Spending eight hours on her feet at a Winnipeg Chicken Chef, Melissa Rogal likes to take advantage of a 25 per cent discount on meals for staff.

"Most of the time you know just grab a quick salad or something, it's just easy access when you work in a restaurant, right," said Rogal.

That discount could soon be taxed, adding a cost to Rogal's bottom line. She says as a minimum wage earner, every dollar counts.

"Having to pay rent, pay off my student loan and I live half an hour outside the city, I have to drive in every day," she said.

A notice from the Canada Revenue Agency says employee discounts should be counted as income, and therefore taxed. The measure could impact markdowns on meals and merchandise. Exceptions would be given where the same break is offered to the public.

Chicken Chef owner Lori Lucas says the discounts help attract and keep workers at her restaurant.

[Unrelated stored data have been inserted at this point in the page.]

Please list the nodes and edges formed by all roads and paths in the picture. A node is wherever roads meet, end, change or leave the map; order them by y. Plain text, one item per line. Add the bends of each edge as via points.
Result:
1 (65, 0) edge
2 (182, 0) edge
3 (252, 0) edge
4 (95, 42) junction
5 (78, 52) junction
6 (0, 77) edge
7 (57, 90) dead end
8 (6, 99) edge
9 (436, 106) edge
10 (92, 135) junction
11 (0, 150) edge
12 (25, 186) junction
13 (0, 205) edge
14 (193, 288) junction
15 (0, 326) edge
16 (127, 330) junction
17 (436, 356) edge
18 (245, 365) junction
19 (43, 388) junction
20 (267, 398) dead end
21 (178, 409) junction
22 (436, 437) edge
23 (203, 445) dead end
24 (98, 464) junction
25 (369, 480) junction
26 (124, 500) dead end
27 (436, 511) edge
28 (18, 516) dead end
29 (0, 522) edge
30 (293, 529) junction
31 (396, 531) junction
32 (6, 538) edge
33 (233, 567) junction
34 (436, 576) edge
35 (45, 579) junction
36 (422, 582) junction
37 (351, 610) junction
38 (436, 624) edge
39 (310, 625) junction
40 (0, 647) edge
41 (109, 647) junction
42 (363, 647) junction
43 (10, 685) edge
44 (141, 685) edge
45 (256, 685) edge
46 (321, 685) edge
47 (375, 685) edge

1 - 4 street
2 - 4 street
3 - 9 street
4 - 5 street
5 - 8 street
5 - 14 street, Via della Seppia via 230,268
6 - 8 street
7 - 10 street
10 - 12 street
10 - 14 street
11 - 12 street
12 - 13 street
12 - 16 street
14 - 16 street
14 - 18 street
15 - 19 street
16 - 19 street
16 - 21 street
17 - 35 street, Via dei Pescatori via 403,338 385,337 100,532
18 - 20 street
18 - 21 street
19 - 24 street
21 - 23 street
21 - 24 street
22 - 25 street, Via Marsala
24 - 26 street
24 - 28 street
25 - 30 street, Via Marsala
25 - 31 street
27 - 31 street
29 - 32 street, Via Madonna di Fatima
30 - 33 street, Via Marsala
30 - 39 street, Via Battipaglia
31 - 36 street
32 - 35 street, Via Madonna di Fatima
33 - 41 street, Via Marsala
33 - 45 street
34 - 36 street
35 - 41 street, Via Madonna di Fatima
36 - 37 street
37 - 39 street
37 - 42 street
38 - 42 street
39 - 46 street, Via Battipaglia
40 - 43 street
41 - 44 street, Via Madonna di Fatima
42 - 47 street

"It's just a bonus to them to you know to say thanks I really appreciate you being out here and doing a great job," said Lucas.

The Canadian Federation of Independent Business says this could be a burden for employers who don't have the time to keep track of the discounts.

"This is going to be very complex, I have no idea how they're going to get this onto a T4 and keep account of that, and other questions abound, we've asked CRA for clarification," said CFIB’s Jonathan Alward.

It appears that clarification is coming. The federal government says it's reviewing the CRA notification.

"There have been no changes to the laws governing taxable benefits to retail employees,” said the federal revenue minister in a statement. “We are not targeting individuals working in retail. The agency issued a guidance document to mainly provide assistance for employers and is committed to further clarifying the wording of the guidance to reflect this."

As for Melissa Rogal, she hopes she still gets her discounted meal, tax free.

"I mean what's the next thing you're going to start doing, start taxing seniors’ discounts too?" asked Rogal.